Since $t=ln(r/R)$ and r varies on the interval $(0,R]$, t varies in the interval $(-\infty ,0]$. Taking into account that the meaning of the variables x and y are $x=m\left(r\right)/r>0$ and $y=4\pi r^2\rho >0$, from Figure 2 it follows that all the orbits which are in $Q_1$ are positively invariant, and the ones which are in $Q_2$ are invariant. So statement (a) is proved.

From Figure 2 all the orbits which are in $Q_2$ satisfy that

$$\frac{m\left(r\right)}{r}\to \infty \mathrm{and}4\pi r^2\rho \to 0,$$

(7)

when $t\to -\infty$, i.e. when $r\to 0$. This proves statement (b).

In $Q_1$ there is the equilibrium point $P=(2(\gamma -1)/({\gamma }^2+4\gamma -4),2(\gamma -1)/({\gamma }^2+4\gamma -4))$. So if $(m\left(R\right)/R,4\pi R^2\rho )=P$, then for all $r\in (0,R]$ we have that $(m\left(r\right)/r,4\pi r^2\rho )=P$. So statement (c) is proved.

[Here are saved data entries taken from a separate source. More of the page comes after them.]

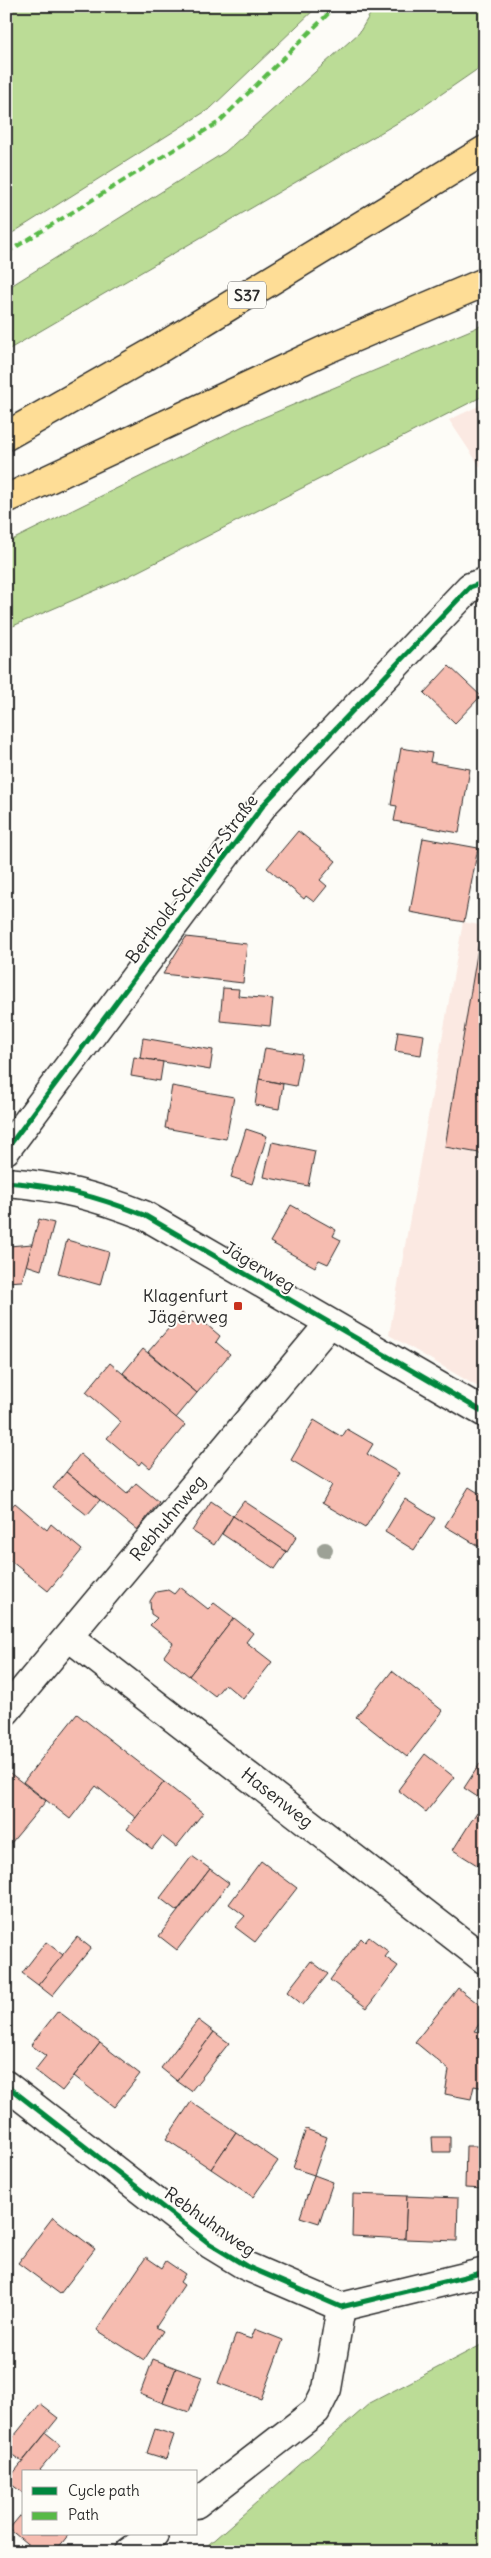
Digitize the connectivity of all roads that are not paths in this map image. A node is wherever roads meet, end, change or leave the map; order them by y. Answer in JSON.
{"nodes":[{"id":1,"x":485,"y":150,"type":"edge"},
{"id":2,"x":485,"y":282,"type":"edge"},
{"id":3,"x":6,"y":436,"type":"edge"},
{"id":4,"x":6,"y":499,"type":"edge"},
{"id":5,"x":485,"y":582,"type":"edge"},
{"id":6,"x":6,"y":1150,"type":"edge"},
{"id":7,"x":6,"y":1182,"type":"edge"},
{"id":8,"x":329,"y":1324,"type":"junction"},
{"id":9,"x":485,"y":1413,"type":"edge"},
{"id":10,"x":69,"y":1637,"type":"junction"},
{"id":11,"x":6,"y":1711,"type":"edge"},
{"id":12,"x":485,"y":1960,"type":"edge"},
{"id":13,"x":6,"y":2085,"type":"edge"},
{"id":14,"x":485,"y":2272,"type":"edge"},
{"id":15,"x":341,"y":2306,"type":"junction"},
{"id":16,"x":198,"y":2502,"type":"edge"},
{"id":17,"x":151,"y":2536,"type":"edge"},
{"id":18,"x":129,"y":2552,"type":"edge"}],
"edges":[{"from":1,"to":3,"type":"highway","number":"S37"},
{"from":2,"to":4,"type":"highway"},
{"from":5,"to":6,"type":"street","name":"Berthold-Schwarz-Straße"},
{"from":7,"to":8,"type":"street","name":"Jägerweg"},
{"from":8,"to":9,"type":"street","name":"Jägerweg"},
{"from":8,"to":10,"type":"street","name":"Rebhuhnweg"},
{"from":10,"to":11,"type":"street","name":"Rebhuhnweg"},
{"from":10,"to":12,"type":"street","name":"Hasenweg"},
{"from":13,"to":15,"type":"street","name":"Rebhuhnweg"},
{"from":14,"to":15,"type":"street"},
{"from":15,"to":16,"type":"street"},
{"from":17,"to":18,"type":"street"}]}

From Figure 2 all the orbits which are in $Q_1$, with the exception of the equilibrium point P, satisfy that

$$\frac{m\left(r\right)}{r}\to 0\mathrm{and}4\pi r^2\rho \to k\ge 0,$$

(8)

for some finite negative value of t, i.e. there is a positive value $r=r_0<R$ for which (8) holds. This completes the proof of statement (d). Hence Theorem 2 is proved.

4. Conclusions

The differential system

$$\frac{dx}{dt}=y-x,\frac{dy}{dt}={\displaystyle \frac{y}{1-2x}}\left(2-\gamma y-{\displaystyle \frac{5\gamma -4}{\gamma -1}}x\right),$$

when the parameter $\gamma \in (1,2]$ models the structure equations of a static star in general relativity in the case of the existence of a homologous family of solutions, being $x=m\left(r\right)/r$ where $m\left(r\right)\ge 0$ is the mass inside the sphere of radius r of the star, $y=4\pi r^2\rho$ where $\rho$ is the density of the star, and $t=ln(r/R)$ where R is the radius of the star. In Theorem 2 we have classified all the possible values of $m\left(r\right)/r$ and $4\pi r^2\rho$ when $r\to 0$.